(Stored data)

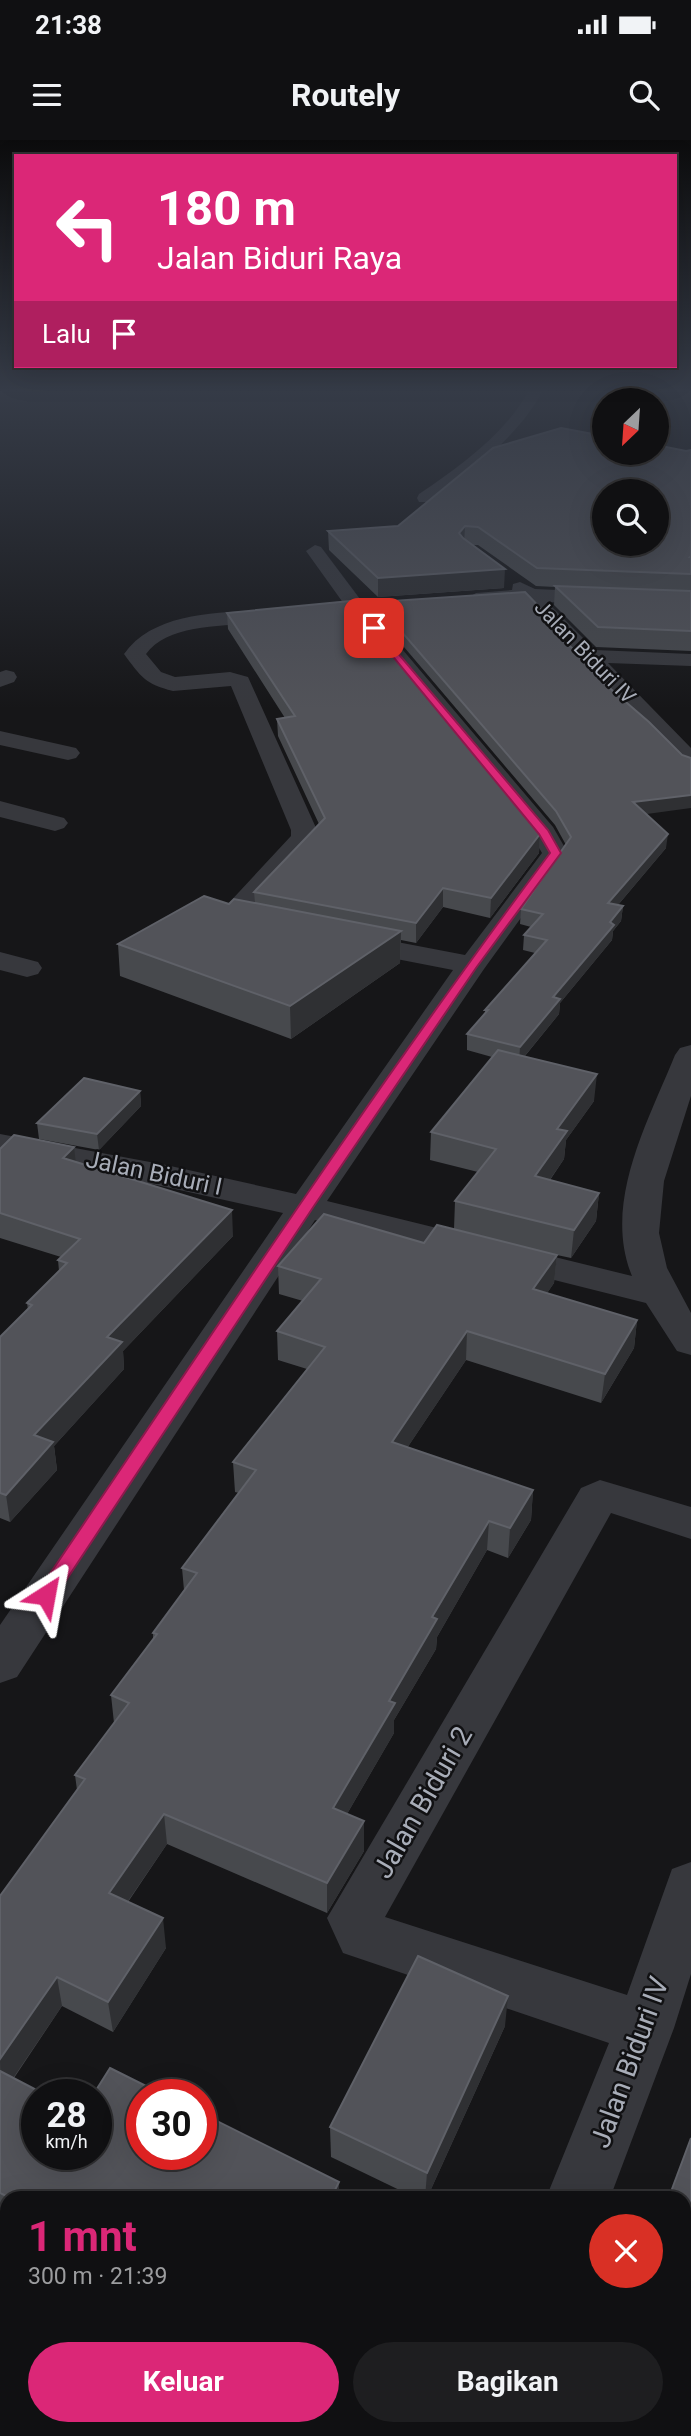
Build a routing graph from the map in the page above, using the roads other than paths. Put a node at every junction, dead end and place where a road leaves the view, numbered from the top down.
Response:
1 (429, 495) edge
2 (425, 498) dead end
3 (315, 551) dead end
4 (500, 573) edge
5 (530, 595) junction
6 (450, 601) edge
7 (691, 602) edge
8 (302, 613) edge
9 (588, 656) junction
10 (691, 660) edge
11 (0, 738) edge
12 (68, 754) dead end
13 (691, 762) edge
14 (0, 809) edge
15 (55, 823) dead end
16 (295, 931) edge
17 (322, 936) edge
18 (472, 965) junction
19 (691, 1055) edge
20 (0, 1144) edge
21 (306, 1206) junction
22 (660, 1295) junction
23 (691, 1342) edge
24 (691, 1523) edge
25 (0, 1664) edge
26 (691, 1886) edge
27 (645, 2028) junction
28 (581, 2191) edge

1 - 2 street
3 - 18 street
4 - 5 street, Jalan Biduri IV
5 - 6 street
5 - 7 street
5 - 9 street, Jalan Biduri IV
8 - 16 street
9 - 10 street
9 - 13 street, Jalan Biduri IV
11 - 12 street
14 - 15 street
17 - 18 street
18 - 21 street
19 - 22 street
20 - 21 street, Jalan Biduri I
21 - 22 street, Jalan Biduri I
21 - 25 street
22 - 23 street
24 - 27 street, Jalan Biduri 2
26 - 27 street, Jalan Biduri IV
27 - 28 street, Jalan Biduri IV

TASK DETAILS:
The answer consists of the records repeated exactly, without any images.

OUTPUT BELOW:
Build a routing graph from the map in the page above, using the roads other than paths. Put a node at every junction, dead end and place where a road leaves the view, numbered from the top down.
Response:
1 (429, 495) edge
2 (425, 498) dead end
3 (315, 551) dead end
4 (500, 573) edge
5 (530, 595) junction
6 (450, 601) edge
7 (691, 602) edge
8 (302, 613) edge
9 (588, 656) junction
10 (691, 660) edge
11 (0, 738) edge
12 (68, 754) dead end
13 (691, 762) edge
14 (0, 809) edge
15 (55, 823) dead end
16 (295, 931) edge
17 (322, 936) edge
18 (472, 965) junction
19 (691, 1055) edge
20 (0, 1144) edge
21 (306, 1206) junction
22 (660, 1295) junction
23 (691, 1342) edge
24 (691, 1523) edge
25 (0, 1664) edge
26 (691, 1886) edge
27 (645, 2028) junction
28 (581, 2191) edge

1 - 2 street
3 - 18 street
4 - 5 street, Jalan Biduri IV
5 - 6 street
5 - 7 street
5 - 9 street, Jalan Biduri IV
8 - 16 street
9 - 10 street
9 - 13 street, Jalan Biduri IV
11 - 12 street
14 - 15 street
17 - 18 street
18 - 21 street
19 - 22 street
20 - 21 street, Jalan Biduri I
21 - 22 street, Jalan Biduri I
21 - 25 street
22 - 23 street
24 - 27 street, Jalan Biduri 2
26 - 27 street, Jalan Biduri IV
27 - 28 street, Jalan Biduri IV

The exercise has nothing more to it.